Alliance for Justice is extremely disappointed that once again no one in the United States government is being held accountable for criminal acts undertaken as part of the Bush Administration's policy of abusing and torturing prisoners. The decision by Mr. Durham not to prosecute C.I.A. officials who destroyed evidence of detainee mistreatment is yet another example of the government officials involved in torture and other illegal conduct being given a free pass for their actions. We believe that Mr. Durham owes the country an explanation and should release a report of his findings and publicly explain the reasoning for his decision to allow C.I.A. officials off the hook.

Mr. Durham's decision is particularly disturbing in light of the admission this week by George W. Bush that he willingly authorized torture and that his actions were acceptable because a lawyer told him he could do it. Since Nuremburg, the world has understood that lawyers cannot provide immunity for crimes against humanity. We have also come to understand that the lawyers who enable such crimes themselves violate the law and can be prosecuted, whether they work for the Department of Justice or the C.I.A. Each time our government fails to face up to the crimes of its leaders, the United States slips further toward lawlessness and diminishes its hard-won ability to lead the world toward respect for the rule of law and human rights.

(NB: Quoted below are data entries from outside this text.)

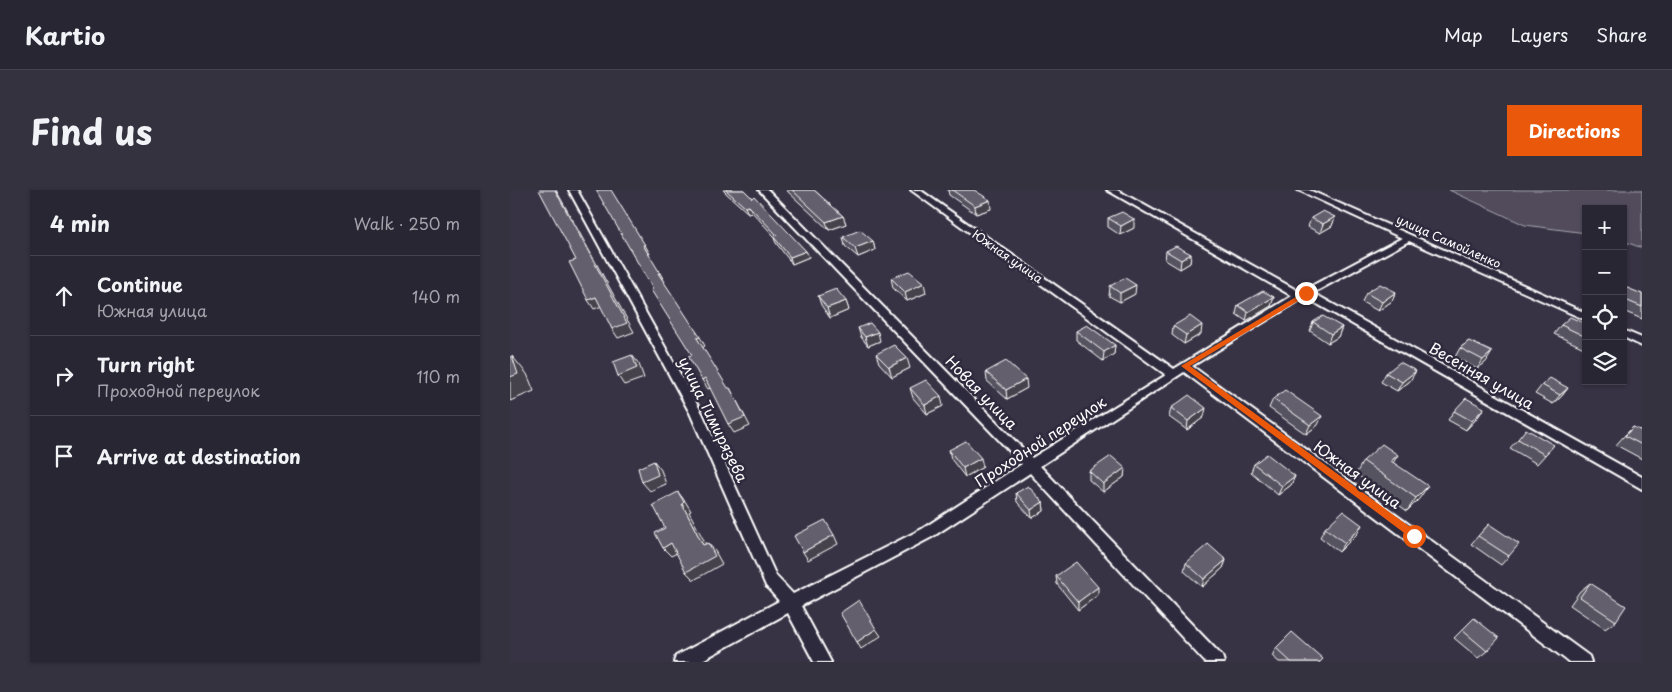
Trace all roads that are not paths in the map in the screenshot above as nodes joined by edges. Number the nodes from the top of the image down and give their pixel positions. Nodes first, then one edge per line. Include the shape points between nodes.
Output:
1 (573, 190) edge
2 (763, 190) edge
3 (914, 190) edge
4 (1111, 190) edge
5 (1302, 190) edge
6 (1410, 238) junction
7 (1303, 295) junction
8 (1582, 314) edge
9 (1627, 335) edge
10 (1642, 342) edge
11 (1179, 371) junction
12 (1031, 465) junction
13 (1642, 484) edge
14 (791, 603) junction
15 (682, 662) edge
16 (823, 662) edge
17 (1216, 662) edge
18 (1583, 662) edge

1 - 14 street, улица Тимирязева via 696,413 771,581
2 - 12 street, Новая улица
3 - 11 street, Южная улица
4 - 7 street, Весенняя улица
5 - 6 street, улица Самойленко
6 - 7 street, Проходной переулок
6 - 8 street, улица Самойленко
7 - 11 street, Проходной переулок
7 - 13 street, Весенняя улица
9 - 10 street
11 - 12 street, Проходной переулок
11 - 18 street, Южная улица
12 - 14 street, Проходной переулок via 927,533
12 - 17 street, Новая улица
14 - 15 street, Проходной переулок
14 - 16 street, улица Тимирязева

In light of President Bush's admissions and with abundant evidence available of egregious and criminal behavior, John Durham and the Justice Department must accelerate and intensify the investigation into the Bush Administration's illegal torture practices. It is long past time for the Obama Administration to take seriously its commitment to uphold the law of the land and bring to justice both the senior leaders who authorized torture and the lawyers who served as their enablers. To do otherwise makes a mockery of the men and women of the military, who, since George Washington, have treated prisoners humanely and of our long-professed belief that the rule of law should guide the world.